Principles of divergent thinking

As mentioned in the article, "Is a child more creative than an adult?", we know that there are four metrics by which our level of creativity can be evaluated - attitude, knowledge, evaluation and imagination. We also discussed that the right attitude to creative thinking is to do divergent thinking. Alex Osborne (1888 - 1966), the author of "How to Think Up" in which he presented the technique of brainstorming, gave four principles or procedures for divergent thinking:
  • Defer judgment
  • Go for quantity
  • Make connections
  • Seek novelty
Among the above principles, the first principle - "defer judgment" is the key principle on which the other three principles are based. Deferring judgment is the idea of not mixing divergent and convergent thinking at the same time (read article "Attitude for creative thinking" for more). The second principle - "Go for quantity" is based on the notion that the best way to generate good idea is to have lots of ideas. In this, we urge our brain to go beyond the normal path and extend its horizon of thinking. The third principle - "make connection" encourages us  to cross fertilize superficially unrelated ideas from multi-disciplinary areas in a way that it would make sense to us in what we are trying to do. The fourth principle - seek novelty inspires us to think new regardless of whether we are thinking outside or inside the box, try new experiences, meet new people and travel new places. Seeking novelty gives us an opportunity to think differently that is both practical, novel and useful to our society.

Attitude for creative thinking

An effective way to generate creative ideas is to do divergent thinking before we do convergent thinking. Divergent and convergent thinking are two opposite ways of thinking. In divergent thinking, we explore every possibility and push our brains to generate as many ideas as possible.
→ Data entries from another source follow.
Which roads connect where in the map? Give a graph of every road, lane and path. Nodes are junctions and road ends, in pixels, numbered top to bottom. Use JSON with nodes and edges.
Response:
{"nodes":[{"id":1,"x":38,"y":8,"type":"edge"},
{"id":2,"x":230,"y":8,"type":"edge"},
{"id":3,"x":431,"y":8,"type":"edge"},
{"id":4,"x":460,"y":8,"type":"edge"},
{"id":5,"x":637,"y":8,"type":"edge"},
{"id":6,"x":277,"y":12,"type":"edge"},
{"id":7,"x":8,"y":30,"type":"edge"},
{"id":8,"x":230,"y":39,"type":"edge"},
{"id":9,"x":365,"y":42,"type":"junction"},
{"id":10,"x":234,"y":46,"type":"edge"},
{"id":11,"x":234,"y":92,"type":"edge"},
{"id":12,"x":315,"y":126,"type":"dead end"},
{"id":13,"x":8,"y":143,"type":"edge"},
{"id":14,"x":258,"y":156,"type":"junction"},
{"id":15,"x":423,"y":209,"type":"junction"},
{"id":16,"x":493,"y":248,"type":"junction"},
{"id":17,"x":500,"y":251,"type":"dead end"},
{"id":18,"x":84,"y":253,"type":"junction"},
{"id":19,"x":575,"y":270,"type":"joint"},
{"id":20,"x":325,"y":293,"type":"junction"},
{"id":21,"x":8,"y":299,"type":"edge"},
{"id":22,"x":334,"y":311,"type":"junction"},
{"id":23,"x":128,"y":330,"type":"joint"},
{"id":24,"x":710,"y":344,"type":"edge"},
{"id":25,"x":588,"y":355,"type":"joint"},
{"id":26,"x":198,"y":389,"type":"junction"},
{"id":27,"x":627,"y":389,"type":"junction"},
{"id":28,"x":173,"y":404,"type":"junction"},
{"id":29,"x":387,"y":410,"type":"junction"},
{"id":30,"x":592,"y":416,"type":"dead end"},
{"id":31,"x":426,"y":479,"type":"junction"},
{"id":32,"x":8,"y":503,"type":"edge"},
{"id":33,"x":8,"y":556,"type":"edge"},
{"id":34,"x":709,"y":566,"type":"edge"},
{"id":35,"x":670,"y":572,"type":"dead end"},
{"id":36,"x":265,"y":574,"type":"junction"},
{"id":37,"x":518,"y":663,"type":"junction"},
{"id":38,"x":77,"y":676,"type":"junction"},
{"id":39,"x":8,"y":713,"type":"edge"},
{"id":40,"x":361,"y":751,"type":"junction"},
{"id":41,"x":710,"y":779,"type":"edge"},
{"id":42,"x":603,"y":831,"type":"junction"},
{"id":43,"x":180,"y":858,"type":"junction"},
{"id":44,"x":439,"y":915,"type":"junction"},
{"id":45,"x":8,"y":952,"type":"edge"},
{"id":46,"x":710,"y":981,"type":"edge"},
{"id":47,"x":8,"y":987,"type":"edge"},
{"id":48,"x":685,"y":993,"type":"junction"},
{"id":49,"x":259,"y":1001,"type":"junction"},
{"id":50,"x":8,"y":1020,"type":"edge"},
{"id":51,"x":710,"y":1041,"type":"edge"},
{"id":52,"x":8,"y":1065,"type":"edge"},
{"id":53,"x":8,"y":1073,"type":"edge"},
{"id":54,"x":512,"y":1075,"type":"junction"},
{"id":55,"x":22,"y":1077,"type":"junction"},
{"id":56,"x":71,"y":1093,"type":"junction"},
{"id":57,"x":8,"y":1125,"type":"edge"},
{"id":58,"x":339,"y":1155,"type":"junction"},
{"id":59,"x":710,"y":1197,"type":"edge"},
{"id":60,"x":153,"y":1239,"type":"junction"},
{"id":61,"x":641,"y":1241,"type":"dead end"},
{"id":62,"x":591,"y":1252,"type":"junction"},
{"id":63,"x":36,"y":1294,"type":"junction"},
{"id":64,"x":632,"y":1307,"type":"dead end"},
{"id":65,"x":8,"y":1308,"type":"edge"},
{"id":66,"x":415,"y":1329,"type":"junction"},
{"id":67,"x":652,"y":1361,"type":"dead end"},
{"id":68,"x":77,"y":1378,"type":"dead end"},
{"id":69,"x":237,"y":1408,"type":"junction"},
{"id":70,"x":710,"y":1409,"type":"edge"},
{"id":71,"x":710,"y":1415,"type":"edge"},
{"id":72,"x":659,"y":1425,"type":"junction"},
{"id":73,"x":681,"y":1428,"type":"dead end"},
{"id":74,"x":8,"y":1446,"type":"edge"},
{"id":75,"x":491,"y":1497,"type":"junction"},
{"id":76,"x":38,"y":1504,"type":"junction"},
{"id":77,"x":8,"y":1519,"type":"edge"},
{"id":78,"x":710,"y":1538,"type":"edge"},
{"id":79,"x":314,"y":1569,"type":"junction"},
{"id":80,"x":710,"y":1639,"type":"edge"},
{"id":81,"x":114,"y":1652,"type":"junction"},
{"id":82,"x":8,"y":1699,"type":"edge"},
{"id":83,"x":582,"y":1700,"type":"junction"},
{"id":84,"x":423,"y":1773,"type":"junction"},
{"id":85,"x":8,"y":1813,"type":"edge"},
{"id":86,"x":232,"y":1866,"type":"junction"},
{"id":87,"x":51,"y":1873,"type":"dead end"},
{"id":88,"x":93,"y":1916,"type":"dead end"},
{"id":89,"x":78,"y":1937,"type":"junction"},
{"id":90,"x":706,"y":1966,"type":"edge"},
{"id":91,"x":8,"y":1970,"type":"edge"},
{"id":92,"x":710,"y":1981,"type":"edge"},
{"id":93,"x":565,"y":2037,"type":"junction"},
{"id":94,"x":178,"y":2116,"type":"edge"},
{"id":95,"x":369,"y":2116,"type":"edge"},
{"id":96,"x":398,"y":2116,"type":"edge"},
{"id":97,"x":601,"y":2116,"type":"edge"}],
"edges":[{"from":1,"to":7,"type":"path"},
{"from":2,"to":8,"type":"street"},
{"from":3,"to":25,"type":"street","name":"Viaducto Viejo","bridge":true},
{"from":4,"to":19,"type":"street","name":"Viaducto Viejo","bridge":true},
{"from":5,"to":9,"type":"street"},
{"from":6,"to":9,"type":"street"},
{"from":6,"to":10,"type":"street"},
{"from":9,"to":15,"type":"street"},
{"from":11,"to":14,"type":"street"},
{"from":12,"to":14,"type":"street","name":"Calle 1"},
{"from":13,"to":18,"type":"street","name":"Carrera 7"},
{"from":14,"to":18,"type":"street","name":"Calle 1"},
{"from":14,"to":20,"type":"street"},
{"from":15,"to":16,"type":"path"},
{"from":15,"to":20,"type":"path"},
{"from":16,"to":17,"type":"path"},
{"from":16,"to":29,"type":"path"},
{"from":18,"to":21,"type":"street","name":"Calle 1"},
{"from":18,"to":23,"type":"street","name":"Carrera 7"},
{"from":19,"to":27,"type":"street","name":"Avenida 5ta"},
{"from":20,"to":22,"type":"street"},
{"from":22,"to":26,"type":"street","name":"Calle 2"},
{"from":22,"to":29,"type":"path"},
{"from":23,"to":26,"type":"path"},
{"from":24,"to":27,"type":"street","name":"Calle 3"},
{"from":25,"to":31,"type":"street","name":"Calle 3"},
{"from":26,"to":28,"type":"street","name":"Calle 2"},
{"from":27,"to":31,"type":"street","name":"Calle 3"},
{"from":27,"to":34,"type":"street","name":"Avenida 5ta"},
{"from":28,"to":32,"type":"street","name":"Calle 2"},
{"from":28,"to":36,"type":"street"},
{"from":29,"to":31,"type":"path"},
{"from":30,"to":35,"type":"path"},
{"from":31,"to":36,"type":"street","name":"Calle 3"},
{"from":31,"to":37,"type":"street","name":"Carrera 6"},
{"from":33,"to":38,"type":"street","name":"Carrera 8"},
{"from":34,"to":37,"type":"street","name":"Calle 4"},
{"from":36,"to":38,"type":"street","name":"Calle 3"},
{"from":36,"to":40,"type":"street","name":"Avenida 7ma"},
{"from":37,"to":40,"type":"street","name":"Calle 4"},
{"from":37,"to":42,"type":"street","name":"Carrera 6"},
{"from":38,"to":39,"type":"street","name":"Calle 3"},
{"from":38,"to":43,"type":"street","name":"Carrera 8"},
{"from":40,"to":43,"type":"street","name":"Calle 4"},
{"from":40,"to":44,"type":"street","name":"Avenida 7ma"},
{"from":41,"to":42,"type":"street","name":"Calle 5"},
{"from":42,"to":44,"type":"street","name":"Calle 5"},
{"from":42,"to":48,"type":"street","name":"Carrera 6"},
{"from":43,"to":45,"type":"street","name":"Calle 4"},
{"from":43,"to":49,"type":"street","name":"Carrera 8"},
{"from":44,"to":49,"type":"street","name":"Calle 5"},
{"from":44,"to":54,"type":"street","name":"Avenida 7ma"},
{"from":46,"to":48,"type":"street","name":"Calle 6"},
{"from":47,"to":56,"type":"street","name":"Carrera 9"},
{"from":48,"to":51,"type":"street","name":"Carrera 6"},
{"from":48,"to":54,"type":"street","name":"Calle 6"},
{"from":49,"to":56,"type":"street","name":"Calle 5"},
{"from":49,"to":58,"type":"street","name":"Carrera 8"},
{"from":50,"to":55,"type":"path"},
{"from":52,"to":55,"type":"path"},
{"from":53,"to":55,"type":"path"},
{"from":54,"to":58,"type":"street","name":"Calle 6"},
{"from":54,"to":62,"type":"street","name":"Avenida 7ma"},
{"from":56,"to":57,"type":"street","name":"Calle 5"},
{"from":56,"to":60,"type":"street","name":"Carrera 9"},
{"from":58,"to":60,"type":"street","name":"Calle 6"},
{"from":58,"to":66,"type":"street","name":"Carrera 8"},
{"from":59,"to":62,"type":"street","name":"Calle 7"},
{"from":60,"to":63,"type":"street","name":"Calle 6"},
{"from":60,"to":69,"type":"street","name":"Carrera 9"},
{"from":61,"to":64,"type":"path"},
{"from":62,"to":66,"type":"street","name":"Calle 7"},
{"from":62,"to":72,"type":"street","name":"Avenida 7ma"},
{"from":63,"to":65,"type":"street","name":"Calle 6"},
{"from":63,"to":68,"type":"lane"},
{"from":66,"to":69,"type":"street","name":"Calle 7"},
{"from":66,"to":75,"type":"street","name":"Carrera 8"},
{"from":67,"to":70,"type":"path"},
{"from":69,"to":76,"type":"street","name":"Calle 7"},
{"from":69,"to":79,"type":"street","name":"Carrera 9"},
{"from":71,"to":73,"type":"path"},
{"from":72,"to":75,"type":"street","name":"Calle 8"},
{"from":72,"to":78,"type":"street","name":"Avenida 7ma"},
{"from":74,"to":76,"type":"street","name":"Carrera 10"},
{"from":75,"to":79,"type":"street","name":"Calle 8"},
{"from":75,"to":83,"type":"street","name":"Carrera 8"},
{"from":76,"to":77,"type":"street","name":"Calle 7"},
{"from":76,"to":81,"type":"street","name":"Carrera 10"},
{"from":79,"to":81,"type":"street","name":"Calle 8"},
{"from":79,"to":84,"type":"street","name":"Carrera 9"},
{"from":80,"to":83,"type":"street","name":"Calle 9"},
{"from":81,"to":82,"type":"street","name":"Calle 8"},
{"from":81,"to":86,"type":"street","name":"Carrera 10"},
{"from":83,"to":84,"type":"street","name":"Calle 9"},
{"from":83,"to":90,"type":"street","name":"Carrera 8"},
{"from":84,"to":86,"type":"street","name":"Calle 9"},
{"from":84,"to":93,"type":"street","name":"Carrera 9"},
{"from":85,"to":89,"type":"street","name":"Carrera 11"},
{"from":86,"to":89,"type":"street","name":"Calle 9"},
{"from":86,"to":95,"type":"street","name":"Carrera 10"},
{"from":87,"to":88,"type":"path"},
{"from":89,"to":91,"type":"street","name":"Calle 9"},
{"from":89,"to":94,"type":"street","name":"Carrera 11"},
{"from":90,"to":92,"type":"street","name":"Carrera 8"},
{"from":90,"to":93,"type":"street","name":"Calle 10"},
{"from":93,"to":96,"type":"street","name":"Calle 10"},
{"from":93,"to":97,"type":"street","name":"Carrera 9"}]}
It is a horizontal exploration technique where we list out every possibility that comes to our mind. In this process, our mind makes an extended effort to bring new ideas. For example, if you are looking for a title of your book, making an extensive list of about 100-200 titles would be an exercise of a divergent thinking. Then when we start narrowing down the list by self evaluation and seeking feedback from others, we are doing convergent thinking. Many times, we make the mistake of mixing divergent and convergent thinking at the same time. Have you ever thought about an idea and eliminated it right when you came up with it? Or have you ever been in a meeting and someone came up with a novel idea and you start evaluating or critiquing the idea right at the moment? These are examples of mixing divergent and convergent thinking. It stalls the flow of ideas, and dampens our creative mind. Instead, we should free flow our mind to come up with several ideas without any judgment. In other words, we should let our mind diverge first and then converge.

We should make an extended effort exploring numerous possibilities before narrowing down the list to select the most creative ones. Most likely, the ideas that you came up with initially are not so creative because our mind is thinking through the normal path. It is only when you push the boundary, our mind takes a different path and endows us with creative ideas.